§ **ACTIVITY**:
Report how many lines in the data below hold the string "Kalibari". Nothing else should appear in the answer.

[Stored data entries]
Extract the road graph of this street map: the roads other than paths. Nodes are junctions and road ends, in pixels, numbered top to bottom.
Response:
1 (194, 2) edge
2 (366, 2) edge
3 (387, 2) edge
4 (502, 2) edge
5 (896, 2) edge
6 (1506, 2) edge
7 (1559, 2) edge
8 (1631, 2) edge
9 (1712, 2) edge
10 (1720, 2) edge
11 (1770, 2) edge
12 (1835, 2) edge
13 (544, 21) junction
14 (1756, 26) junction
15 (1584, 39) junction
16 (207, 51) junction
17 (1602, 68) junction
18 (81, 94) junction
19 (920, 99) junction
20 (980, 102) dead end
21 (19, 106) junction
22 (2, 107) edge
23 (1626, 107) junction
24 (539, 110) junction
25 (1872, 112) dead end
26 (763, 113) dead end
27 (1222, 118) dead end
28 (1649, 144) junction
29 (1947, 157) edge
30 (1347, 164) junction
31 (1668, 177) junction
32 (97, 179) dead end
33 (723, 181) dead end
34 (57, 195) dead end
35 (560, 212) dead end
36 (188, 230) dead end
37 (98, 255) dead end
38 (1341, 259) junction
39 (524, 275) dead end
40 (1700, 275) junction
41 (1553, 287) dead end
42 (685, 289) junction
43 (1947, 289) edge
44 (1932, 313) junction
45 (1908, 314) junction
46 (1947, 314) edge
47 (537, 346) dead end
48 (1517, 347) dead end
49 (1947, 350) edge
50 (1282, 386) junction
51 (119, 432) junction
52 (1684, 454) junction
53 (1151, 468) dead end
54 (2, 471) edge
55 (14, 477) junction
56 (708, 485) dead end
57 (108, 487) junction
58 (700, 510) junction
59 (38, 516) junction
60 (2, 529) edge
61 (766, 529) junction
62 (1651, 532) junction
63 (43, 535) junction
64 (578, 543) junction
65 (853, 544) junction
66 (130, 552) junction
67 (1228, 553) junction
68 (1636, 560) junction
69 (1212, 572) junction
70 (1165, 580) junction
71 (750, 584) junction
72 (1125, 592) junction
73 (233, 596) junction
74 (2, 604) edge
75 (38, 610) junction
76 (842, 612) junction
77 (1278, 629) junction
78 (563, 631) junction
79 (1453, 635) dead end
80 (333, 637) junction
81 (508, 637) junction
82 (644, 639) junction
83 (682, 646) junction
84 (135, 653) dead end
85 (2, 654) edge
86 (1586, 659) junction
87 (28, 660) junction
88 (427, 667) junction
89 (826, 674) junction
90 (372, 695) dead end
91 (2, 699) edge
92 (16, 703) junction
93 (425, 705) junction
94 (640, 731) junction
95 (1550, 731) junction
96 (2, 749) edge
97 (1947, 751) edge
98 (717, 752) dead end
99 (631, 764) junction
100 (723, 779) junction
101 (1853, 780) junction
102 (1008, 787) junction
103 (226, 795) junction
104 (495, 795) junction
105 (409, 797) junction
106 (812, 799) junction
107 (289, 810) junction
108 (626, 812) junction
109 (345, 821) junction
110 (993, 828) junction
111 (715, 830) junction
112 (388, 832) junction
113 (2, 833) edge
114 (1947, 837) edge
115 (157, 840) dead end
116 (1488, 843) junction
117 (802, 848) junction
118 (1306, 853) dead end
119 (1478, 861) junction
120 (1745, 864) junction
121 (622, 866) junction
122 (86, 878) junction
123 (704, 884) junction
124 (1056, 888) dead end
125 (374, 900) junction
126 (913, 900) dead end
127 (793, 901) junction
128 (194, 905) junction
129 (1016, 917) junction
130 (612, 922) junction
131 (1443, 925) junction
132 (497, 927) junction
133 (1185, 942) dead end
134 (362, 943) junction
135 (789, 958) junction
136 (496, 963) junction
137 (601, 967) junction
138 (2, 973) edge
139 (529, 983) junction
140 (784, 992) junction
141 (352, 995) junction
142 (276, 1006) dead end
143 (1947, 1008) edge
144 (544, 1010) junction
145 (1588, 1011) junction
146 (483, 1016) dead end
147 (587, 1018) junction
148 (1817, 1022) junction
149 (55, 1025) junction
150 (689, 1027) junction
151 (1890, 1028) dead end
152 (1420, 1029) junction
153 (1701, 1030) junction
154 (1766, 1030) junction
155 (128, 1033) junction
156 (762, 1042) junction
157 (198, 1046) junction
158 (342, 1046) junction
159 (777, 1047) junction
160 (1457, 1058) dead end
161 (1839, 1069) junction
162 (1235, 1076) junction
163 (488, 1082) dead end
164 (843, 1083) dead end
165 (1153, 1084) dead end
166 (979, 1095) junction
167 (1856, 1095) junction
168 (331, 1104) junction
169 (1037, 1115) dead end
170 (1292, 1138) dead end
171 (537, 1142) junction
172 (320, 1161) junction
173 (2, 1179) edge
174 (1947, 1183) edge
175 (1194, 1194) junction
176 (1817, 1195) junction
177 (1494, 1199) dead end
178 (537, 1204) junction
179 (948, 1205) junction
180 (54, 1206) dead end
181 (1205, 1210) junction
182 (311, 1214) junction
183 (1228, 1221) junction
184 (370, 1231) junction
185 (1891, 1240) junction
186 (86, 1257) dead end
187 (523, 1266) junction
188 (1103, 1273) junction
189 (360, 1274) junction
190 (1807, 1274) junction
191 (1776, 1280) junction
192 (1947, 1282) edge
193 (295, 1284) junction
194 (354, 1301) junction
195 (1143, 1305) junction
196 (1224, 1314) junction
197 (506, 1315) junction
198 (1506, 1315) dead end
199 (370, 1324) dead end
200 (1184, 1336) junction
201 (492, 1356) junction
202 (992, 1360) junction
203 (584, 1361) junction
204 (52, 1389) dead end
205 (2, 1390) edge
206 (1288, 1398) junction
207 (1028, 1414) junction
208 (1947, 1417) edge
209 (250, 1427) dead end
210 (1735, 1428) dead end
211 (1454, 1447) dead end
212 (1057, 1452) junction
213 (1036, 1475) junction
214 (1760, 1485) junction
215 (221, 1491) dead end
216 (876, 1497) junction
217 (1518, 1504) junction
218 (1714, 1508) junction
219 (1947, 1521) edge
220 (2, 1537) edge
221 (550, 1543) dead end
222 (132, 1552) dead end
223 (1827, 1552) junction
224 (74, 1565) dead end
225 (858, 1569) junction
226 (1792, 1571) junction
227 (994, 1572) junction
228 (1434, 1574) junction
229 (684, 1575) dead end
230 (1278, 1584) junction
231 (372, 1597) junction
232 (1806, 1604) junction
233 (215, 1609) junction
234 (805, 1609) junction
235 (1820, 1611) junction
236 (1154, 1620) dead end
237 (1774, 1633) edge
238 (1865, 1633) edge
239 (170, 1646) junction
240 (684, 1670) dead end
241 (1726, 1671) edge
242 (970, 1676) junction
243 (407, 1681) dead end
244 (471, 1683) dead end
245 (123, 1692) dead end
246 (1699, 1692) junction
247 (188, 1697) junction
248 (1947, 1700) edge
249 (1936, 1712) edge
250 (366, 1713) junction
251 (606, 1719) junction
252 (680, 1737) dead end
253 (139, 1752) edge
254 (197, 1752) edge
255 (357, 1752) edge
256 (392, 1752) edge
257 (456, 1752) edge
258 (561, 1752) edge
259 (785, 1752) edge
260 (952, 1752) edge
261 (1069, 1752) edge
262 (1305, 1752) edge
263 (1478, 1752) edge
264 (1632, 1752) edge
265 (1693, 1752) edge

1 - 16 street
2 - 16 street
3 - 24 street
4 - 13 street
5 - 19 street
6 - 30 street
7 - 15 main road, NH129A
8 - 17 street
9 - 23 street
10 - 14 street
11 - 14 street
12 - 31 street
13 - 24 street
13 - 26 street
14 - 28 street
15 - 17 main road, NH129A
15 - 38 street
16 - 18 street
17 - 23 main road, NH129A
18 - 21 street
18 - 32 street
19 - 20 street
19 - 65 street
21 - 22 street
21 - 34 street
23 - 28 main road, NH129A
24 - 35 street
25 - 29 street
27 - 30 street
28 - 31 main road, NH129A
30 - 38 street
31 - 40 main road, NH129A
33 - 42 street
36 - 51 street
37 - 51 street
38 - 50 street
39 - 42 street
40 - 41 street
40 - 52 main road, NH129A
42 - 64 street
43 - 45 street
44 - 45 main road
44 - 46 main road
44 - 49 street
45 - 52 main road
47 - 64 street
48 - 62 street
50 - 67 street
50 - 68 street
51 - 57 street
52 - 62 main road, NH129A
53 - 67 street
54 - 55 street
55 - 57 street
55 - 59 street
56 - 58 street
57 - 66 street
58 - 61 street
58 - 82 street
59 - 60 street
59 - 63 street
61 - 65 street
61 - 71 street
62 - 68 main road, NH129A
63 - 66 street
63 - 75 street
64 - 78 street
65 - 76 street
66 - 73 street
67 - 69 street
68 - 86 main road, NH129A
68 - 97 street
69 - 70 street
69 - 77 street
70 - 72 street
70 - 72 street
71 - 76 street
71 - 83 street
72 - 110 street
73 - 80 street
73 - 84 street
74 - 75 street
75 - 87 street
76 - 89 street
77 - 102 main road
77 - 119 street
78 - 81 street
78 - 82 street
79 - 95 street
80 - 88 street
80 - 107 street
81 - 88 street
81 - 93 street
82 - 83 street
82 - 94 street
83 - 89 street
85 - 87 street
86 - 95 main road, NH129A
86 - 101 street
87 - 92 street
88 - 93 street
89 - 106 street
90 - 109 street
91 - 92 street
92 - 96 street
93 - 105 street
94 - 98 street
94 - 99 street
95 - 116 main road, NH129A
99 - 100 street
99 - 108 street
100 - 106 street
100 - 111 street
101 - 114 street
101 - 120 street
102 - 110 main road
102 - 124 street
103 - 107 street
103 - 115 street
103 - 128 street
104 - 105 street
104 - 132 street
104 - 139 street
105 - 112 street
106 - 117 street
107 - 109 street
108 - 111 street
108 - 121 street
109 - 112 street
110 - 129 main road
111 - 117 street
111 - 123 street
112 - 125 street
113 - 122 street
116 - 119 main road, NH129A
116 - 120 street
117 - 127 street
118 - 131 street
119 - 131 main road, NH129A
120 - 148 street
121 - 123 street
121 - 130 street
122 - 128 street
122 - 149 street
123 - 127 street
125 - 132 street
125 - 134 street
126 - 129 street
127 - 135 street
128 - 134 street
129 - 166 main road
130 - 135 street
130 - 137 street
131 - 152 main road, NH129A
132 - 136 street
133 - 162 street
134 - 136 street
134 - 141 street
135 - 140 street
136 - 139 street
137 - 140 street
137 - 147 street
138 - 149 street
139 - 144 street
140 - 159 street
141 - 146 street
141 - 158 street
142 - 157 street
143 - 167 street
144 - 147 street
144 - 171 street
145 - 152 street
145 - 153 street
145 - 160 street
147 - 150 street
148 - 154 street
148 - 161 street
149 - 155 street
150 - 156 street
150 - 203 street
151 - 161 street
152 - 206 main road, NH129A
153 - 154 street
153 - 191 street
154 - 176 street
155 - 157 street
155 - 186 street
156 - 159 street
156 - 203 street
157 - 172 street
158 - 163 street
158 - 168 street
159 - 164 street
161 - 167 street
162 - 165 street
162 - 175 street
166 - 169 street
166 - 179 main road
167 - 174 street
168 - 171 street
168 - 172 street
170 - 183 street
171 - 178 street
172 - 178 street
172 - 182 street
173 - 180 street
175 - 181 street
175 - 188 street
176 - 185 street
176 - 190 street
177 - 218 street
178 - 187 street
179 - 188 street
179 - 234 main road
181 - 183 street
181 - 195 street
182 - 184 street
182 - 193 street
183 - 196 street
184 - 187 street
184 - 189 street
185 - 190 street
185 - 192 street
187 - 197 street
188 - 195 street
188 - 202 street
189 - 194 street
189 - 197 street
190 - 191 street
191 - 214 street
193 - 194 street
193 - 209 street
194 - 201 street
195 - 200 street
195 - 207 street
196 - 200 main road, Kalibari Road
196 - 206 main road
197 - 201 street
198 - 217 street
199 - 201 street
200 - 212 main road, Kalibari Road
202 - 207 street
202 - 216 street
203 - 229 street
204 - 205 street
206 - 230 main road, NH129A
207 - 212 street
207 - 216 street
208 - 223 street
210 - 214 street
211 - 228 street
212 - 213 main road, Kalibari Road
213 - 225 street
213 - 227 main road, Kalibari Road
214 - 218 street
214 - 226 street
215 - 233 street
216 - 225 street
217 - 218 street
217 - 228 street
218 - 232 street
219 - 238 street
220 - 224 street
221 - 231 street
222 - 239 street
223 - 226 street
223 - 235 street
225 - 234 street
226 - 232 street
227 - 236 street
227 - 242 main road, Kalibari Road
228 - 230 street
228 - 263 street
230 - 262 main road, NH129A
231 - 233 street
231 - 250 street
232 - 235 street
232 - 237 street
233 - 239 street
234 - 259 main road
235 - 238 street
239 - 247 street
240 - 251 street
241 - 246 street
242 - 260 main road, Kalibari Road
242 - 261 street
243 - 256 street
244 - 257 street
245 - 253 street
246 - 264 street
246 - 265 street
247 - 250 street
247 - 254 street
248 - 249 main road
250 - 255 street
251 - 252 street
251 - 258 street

§ **THE ANSWER**:
6